**TASK GOAL**
There are pictures in the records below; leave them out and set down exactly the lines from the one holding "thumb cmc: (280, 359)" through the one holding "thumb tip: (1097, 678)".

**DATA FOR THIS EXERCISE**
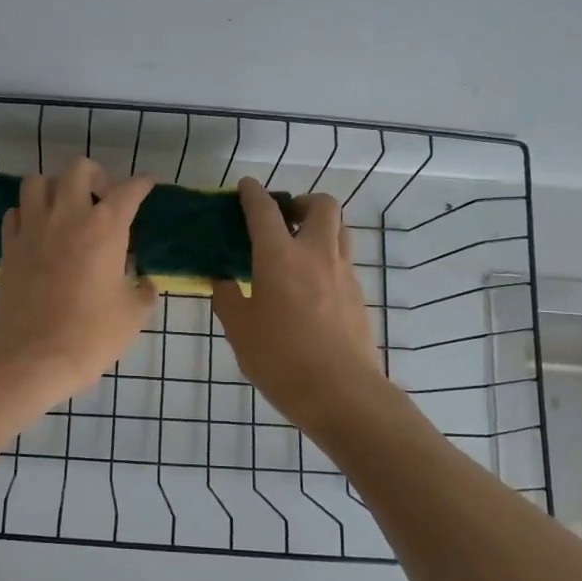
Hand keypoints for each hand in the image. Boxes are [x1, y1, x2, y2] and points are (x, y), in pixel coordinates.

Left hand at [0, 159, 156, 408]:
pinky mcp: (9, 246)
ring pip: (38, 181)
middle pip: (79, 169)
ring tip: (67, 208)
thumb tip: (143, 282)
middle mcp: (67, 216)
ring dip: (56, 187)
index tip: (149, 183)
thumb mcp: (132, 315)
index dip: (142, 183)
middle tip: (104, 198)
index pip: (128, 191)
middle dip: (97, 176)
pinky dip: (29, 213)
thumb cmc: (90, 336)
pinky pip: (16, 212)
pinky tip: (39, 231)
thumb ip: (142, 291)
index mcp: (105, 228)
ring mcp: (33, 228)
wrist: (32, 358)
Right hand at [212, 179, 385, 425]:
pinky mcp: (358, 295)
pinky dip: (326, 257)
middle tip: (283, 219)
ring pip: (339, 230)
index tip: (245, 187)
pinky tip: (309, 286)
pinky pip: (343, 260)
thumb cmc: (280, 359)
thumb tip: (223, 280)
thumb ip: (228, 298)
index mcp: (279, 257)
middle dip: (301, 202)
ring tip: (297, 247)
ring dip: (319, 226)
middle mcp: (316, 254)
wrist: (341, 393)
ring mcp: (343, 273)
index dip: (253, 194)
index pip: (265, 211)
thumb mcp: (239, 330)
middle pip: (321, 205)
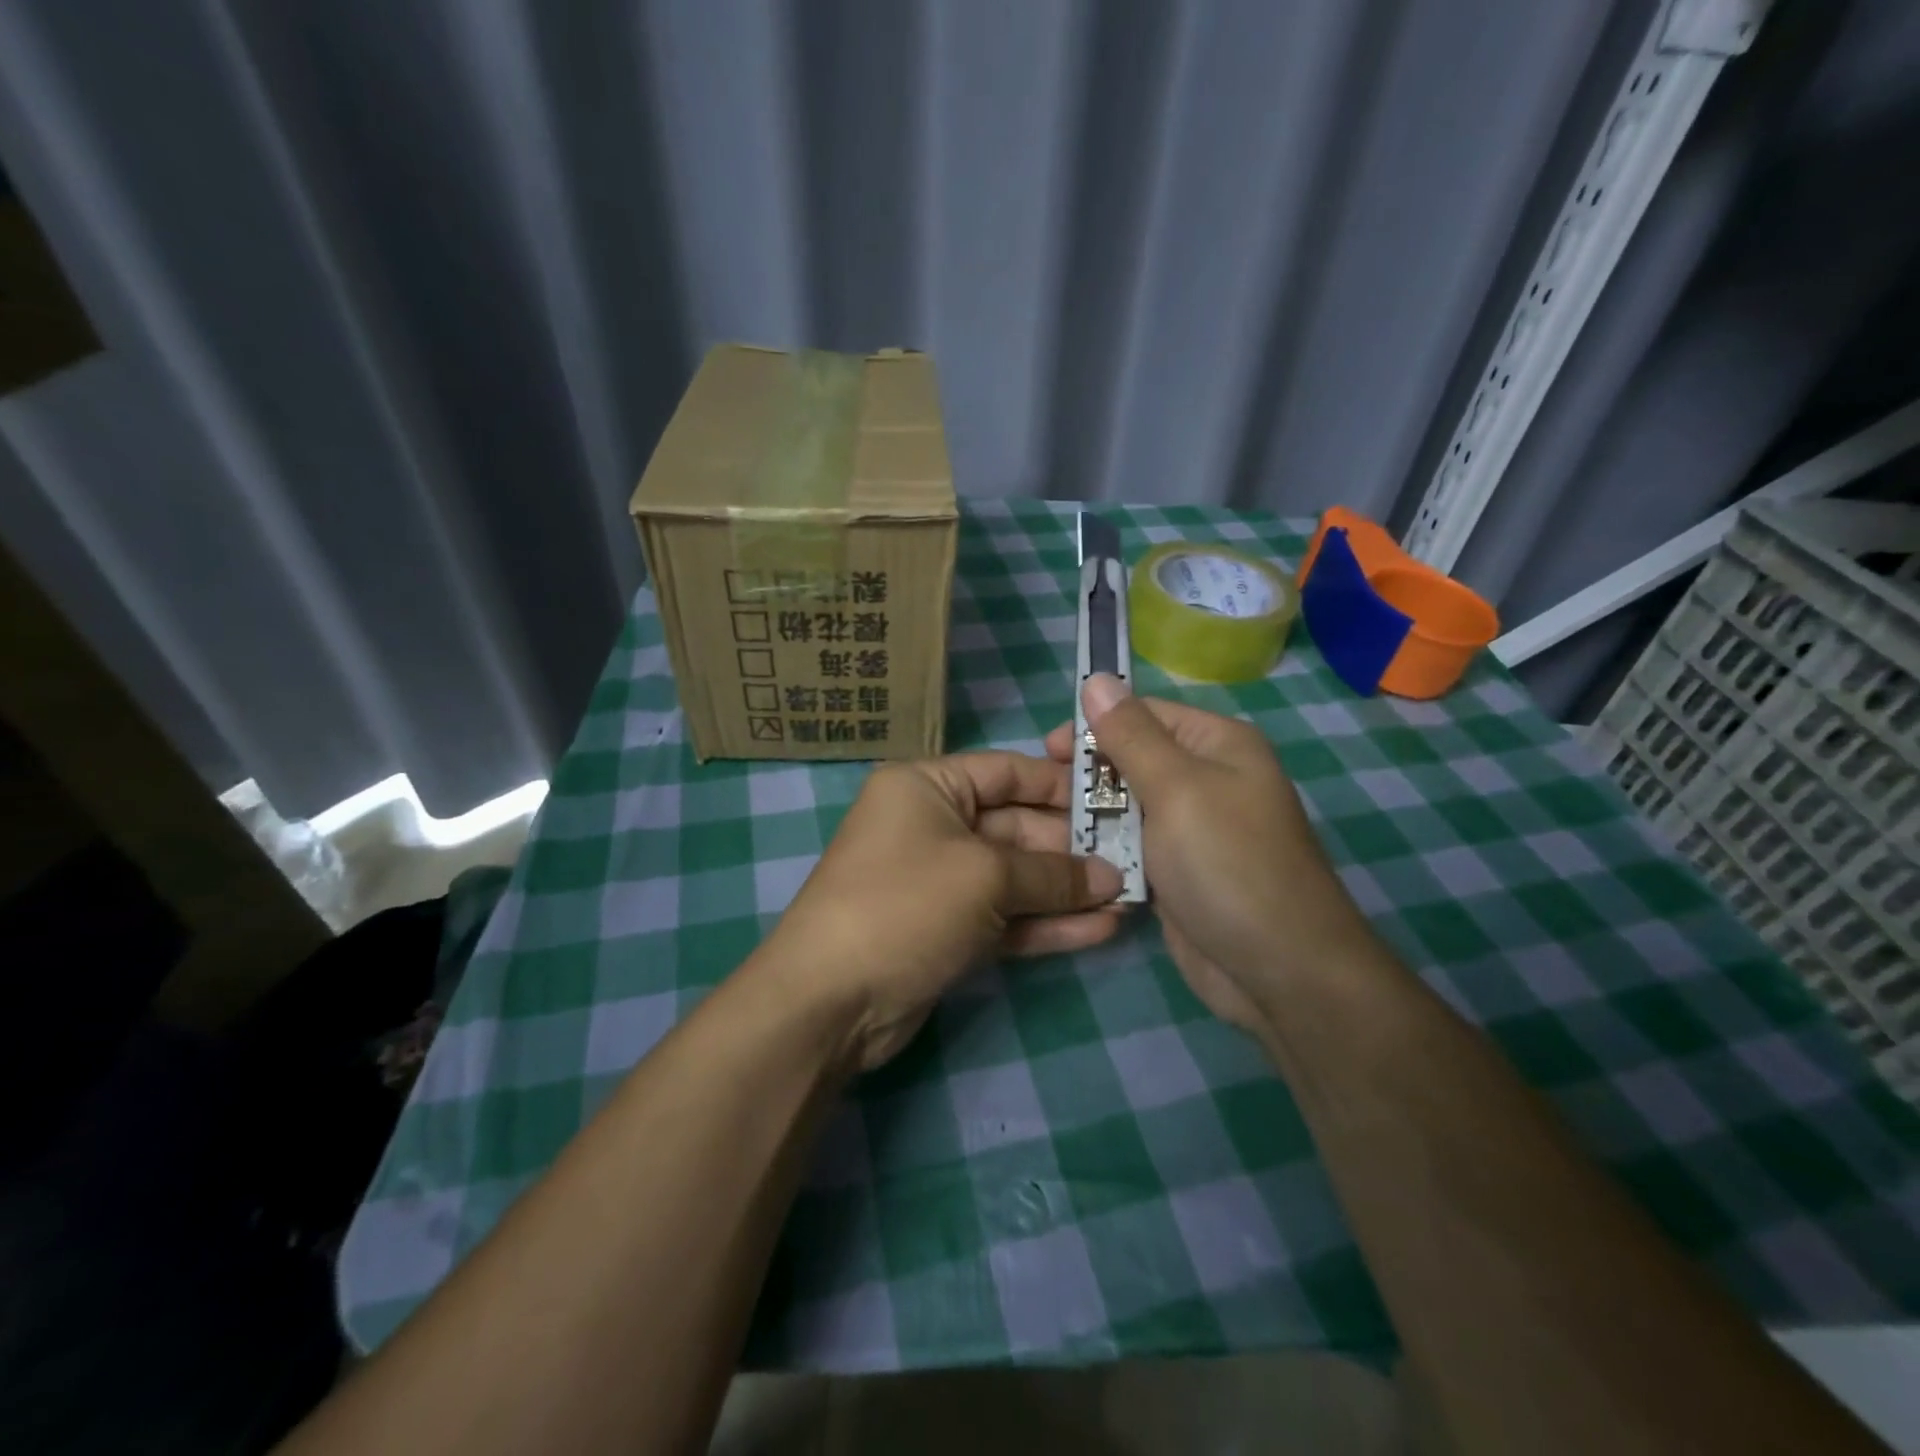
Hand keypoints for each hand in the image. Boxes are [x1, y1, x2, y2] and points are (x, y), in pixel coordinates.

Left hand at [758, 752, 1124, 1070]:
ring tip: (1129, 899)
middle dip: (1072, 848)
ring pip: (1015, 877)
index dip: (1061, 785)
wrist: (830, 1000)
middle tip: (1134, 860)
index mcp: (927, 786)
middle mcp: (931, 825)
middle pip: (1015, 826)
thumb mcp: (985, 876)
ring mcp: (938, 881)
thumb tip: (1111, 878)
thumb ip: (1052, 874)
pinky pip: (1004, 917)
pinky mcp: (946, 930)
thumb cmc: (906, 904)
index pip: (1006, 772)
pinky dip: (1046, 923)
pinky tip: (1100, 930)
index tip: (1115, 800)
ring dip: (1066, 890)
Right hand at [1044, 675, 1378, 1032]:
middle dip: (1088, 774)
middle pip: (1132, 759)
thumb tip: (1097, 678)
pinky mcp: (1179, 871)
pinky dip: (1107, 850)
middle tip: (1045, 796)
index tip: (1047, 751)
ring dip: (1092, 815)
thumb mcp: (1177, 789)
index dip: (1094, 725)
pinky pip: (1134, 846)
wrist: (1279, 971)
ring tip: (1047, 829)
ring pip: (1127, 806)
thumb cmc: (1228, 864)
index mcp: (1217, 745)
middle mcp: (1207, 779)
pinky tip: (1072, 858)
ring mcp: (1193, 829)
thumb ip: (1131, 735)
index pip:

**RESULT**
thumb cmc: (280, 359)
thumb tip: (223, 280)
thumb ip: (228, 298)
index mcp: (279, 257)
middle dip: (301, 202)
ring tip: (297, 247)
ring dip: (319, 226)
middle mcp: (316, 254)
wrist: (341, 393)
ring mcp: (343, 273)
index dip: (253, 194)
index pip: (265, 211)
thumb mcp: (239, 330)
middle pip: (321, 205)
Hand keypoints for each hand in the image. Boxes are [x1, y1, x2, y2] and points are (x, y), in pixel coordinates.

Left hand at [758, 752, 1124, 1070]:
ring tip: (1129, 899)
middle dip: (1072, 848)
ring pip: (1015, 877)
index dip: (1061, 785)
wrist: (830, 1000)
middle tip: (1134, 860)
index mcp: (927, 786)
middle mcp: (931, 825)
middle pip: (1015, 826)
thumb mcp: (985, 876)
ring mcp: (938, 881)
thumb tip: (1111, 878)
thumb ip: (1052, 874)
pinky pip: (1004, 917)
pinky mcp: (946, 930)
thumb cmc: (906, 904)
index pip: (1006, 772)
pinky dip: (1046, 923)
pinky tip: (1100, 930)
index tip: (1115, 800)
ring dip: (1066, 890)
Right hand at [1044, 675, 1378, 1032]:
middle dip: (1088, 774)
middle pip: (1132, 759)
thumb tip: (1097, 678)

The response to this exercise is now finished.